Während sie auf die Hüter des Gesetzes wartete, stopfte Alice Richtmikrofon und Kopfhörer zum Rekorder in den Rucksack. Es gelang ihr nicht gleich. Ihre Hände zitterten, und verärgert biss sie die Zähne zusammen, bis sie knirschten. Jetzt hieß es Haltung bewahren und vor allem so zu tun, als sei man nur rein zufällig anwesend gewesen. Sie hatte zwar noch keine Erfahrung mit der Hamelner Kripo gemacht, konnte sich aber lebhaft vorstellen, dass Kripobeamte und Detektive von Natur aus auf Kriegsfuß miteinander standen. Zumindest war es in Spielfilmen so, und wenn die Detektei auch noch von einem schwulen Detektiv geleitet wurde, war der Kriegsfuß aller Voraussicht nach besonders groß. Vor allem aber legte sie keinen Wert darauf, sich wegen des nutzlosen Richtmikrofons oder eines plötzlichen Nervenzusammenbruchs auslachen zu lassen. Als sie ihre Gerätschaften verstaut hatte, zitterte sie bereits am ganzen Körper. Sie musste sich auf den Boden setzen und die angezogenen Beine umklammern, um den flatternden Nerven einen Halt zu geben.

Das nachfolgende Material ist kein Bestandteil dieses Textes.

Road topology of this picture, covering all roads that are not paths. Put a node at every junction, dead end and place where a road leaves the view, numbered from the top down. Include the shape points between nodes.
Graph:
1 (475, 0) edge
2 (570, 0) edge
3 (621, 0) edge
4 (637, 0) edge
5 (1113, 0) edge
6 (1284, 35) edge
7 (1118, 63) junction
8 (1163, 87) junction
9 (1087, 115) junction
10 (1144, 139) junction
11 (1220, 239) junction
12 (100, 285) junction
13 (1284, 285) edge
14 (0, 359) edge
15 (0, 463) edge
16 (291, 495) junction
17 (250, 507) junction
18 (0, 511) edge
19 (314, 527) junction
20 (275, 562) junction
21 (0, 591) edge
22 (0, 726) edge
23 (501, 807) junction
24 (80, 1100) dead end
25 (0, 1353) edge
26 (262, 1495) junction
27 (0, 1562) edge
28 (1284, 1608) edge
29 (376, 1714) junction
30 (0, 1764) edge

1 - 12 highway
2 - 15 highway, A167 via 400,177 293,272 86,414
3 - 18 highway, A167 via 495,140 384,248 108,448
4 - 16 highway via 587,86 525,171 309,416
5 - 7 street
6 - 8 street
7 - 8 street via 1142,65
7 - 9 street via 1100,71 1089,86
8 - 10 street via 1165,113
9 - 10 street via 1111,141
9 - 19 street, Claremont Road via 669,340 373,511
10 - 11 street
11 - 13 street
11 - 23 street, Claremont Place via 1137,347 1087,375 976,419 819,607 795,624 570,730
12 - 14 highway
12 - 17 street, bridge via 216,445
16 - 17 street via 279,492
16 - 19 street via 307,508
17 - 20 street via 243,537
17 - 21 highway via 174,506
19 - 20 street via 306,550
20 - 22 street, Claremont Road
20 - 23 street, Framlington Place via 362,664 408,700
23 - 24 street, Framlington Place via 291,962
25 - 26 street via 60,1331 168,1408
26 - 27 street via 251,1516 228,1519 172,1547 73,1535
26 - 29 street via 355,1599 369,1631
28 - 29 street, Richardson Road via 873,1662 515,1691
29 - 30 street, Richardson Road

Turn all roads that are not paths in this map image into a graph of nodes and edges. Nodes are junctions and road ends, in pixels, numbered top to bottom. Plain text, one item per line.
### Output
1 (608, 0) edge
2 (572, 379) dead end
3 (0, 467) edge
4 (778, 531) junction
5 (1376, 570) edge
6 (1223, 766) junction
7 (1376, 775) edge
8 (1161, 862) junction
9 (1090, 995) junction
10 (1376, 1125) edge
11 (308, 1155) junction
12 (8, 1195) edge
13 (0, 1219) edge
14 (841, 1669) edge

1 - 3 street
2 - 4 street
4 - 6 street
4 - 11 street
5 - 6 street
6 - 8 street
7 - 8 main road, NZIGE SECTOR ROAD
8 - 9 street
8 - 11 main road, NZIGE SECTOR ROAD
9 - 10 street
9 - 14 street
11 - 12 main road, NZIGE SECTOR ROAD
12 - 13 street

Als Hilfe anrückte, in rascher Folge erst Polizei, dann Kripo und Rettungswagen, empfang sie den ganzen Trupp stehend. Sie zeigte die Leiche vor, log bei den Fragen nach dem Grund ihres Aufenthaltes unten am Ufer, gab ihre Personalien an, lächelte aufmunternd einem blassen Polizisten zu, der ihr gestand, noch nie eine Leiche gesehen zu haben, und knallte unmittelbar darauf eben jenem blassen Polizisten ohnmächtig vor die Füße. Sie merkte nicht, wie ihr eine Visitenkarte aus der Jackentasche rutschte, auf der nicht nur ihr Name, sondern auch der der Detektei Roderich, Hupe und von Rhoden stand.